- EXERCISE: Present an exact copy of each line below.

*** MATERIAL FOR THIS TASK Section Begins ***

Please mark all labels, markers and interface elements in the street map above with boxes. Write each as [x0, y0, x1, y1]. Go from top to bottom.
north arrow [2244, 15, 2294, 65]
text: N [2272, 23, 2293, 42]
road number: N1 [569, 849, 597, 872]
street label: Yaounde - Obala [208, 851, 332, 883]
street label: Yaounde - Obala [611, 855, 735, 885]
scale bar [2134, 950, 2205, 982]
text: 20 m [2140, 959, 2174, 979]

*** MATERIAL FOR THIS TASK Section Ends ***

- SOLUTION TO THIS TASK:
Please mark all labels, markers and interface elements in the street map above with boxes. Write each as [x0, y0, x1, y1]. Go from top to bottom.
north arrow [2244, 15, 2294, 65]
text: N [2272, 23, 2293, 42]
road number: N1 [569, 849, 597, 872]
street label: Yaounde - Obala [208, 851, 332, 883]
street label: Yaounde - Obala [611, 855, 735, 885]
scale bar [2134, 950, 2205, 982]
text: 20 m [2140, 959, 2174, 979]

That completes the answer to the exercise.